[Dataset entries]
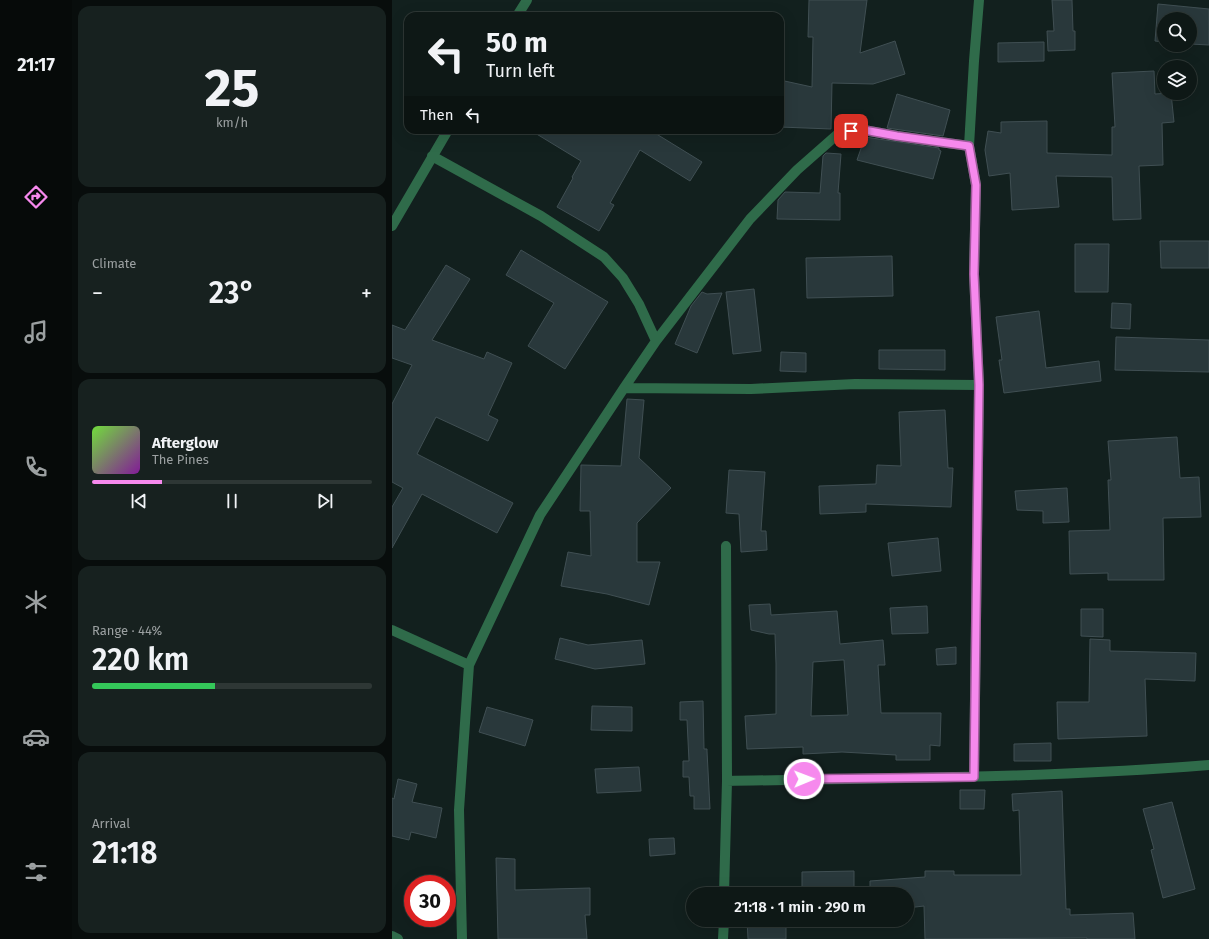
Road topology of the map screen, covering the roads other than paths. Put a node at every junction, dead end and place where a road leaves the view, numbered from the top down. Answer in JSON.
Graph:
{"nodes":[{"id":1,"x":527,"y":0,"type":"edge"},
{"id":2,"x":979,"y":0,"type":"edge"},
{"id":3,"x":520,"y":12,"type":"edge"},
{"id":4,"x":446,"y":134,"type":"edge"},
{"id":5,"x":969,"y":146,"type":"junction"},
{"id":6,"x":432,"y":156,"type":"junction"},
{"id":7,"x":392,"y":226,"type":"edge"},
{"id":8,"x":656,"y":341,"type":"junction"},
{"id":9,"x":979,"y":385,"type":"junction"},
{"id":10,"x":624,"y":388,"type":"junction"},
{"id":11,"x":726,"y":546,"type":"dead end"},
{"id":12,"x":392,"y":630,"type":"edge"},
{"id":13,"x":469,"y":665,"type":"junction"},
{"id":14,"x":1209,"y":765,"type":"edge"},
{"id":15,"x":974,"y":777,"type":"junction"},
{"id":16,"x":727,"y":781,"type":"junction"},
{"id":17,"x":724,"y":887,"type":"edge"},
{"id":18,"x":724,"y":927,"type":"edge"},
{"id":19,"x":392,"y":936,"type":"edge"},
{"id":20,"x":398,"y":939,"type":"edge"},
{"id":21,"x":462,"y":939,"type":"edge"},
{"id":22,"x":723,"y":939,"type":"edge"}],
"edges":[{"from":1,"to":3,"type":"street"},
{"from":2,"to":5,"type":"street"},
{"from":4,"to":6,"type":"street"},
{"from":5,"to":8,"type":"street"},
{"from":5,"to":9,"type":"street"},
{"from":6,"to":7,"type":"street"},
{"from":6,"to":8,"type":"street"},
{"from":8,"to":10,"type":"street"},
{"from":9,"to":10,"type":"street"},
{"from":9,"to":15,"type":"street"},
{"from":10,"to":13,"type":"street"},
{"from":11,"to":16,"type":"street"},
{"from":12,"to":13,"type":"street"},
{"from":13,"to":21,"type":"street"},
{"from":14,"to":15,"type":"street"},
{"from":15,"to":16,"type":"street"},
{"from":16,"to":17,"type":"street"},
{"from":18,"to":22,"type":"street"},
{"from":19,"to":20,"type":"street"}]}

What this task involves:
If the data includes images, skip them and copy every line exactly.

Task output:
Road topology of the map screen, covering the roads other than paths. Put a node at every junction, dead end and place where a road leaves the view, numbered from the top down. Answer in JSON.
Graph:
{"nodes":[{"id":1,"x":527,"y":0,"type":"edge"},
{"id":2,"x":979,"y":0,"type":"edge"},
{"id":3,"x":520,"y":12,"type":"edge"},
{"id":4,"x":446,"y":134,"type":"edge"},
{"id":5,"x":969,"y":146,"type":"junction"},
{"id":6,"x":432,"y":156,"type":"junction"},
{"id":7,"x":392,"y":226,"type":"edge"},
{"id":8,"x":656,"y":341,"type":"junction"},
{"id":9,"x":979,"y":385,"type":"junction"},
{"id":10,"x":624,"y":388,"type":"junction"},
{"id":11,"x":726,"y":546,"type":"dead end"},
{"id":12,"x":392,"y":630,"type":"edge"},
{"id":13,"x":469,"y":665,"type":"junction"},
{"id":14,"x":1209,"y":765,"type":"edge"},
{"id":15,"x":974,"y":777,"type":"junction"},
{"id":16,"x":727,"y":781,"type":"junction"},
{"id":17,"x":724,"y":887,"type":"edge"},
{"id":18,"x":724,"y":927,"type":"edge"},
{"id":19,"x":392,"y":936,"type":"edge"},
{"id":20,"x":398,"y":939,"type":"edge"},
{"id":21,"x":462,"y":939,"type":"edge"},
{"id":22,"x":723,"y":939,"type":"edge"}],
"edges":[{"from":1,"to":3,"type":"street"},
{"from":2,"to":5,"type":"street"},
{"from":4,"to":6,"type":"street"},
{"from":5,"to":8,"type":"street"},
{"from":5,"to":9,"type":"street"},
{"from":6,"to":7,"type":"street"},
{"from":6,"to":8,"type":"street"},
{"from":8,"to":10,"type":"street"},
{"from":9,"to":10,"type":"street"},
{"from":9,"to":15,"type":"street"},
{"from":10,"to":13,"type":"street"},
{"from":11,"to":16,"type":"street"},
{"from":12,"to":13,"type":"street"},
{"from":13,"to":21,"type":"street"},
{"from":14,"to":15,"type":"street"},
{"from":15,"to":16,"type":"street"},
{"from":16,"to":17,"type":"street"},
{"from":18,"to":22,"type":"street"},
{"from":19,"to":20,"type":"street"}]}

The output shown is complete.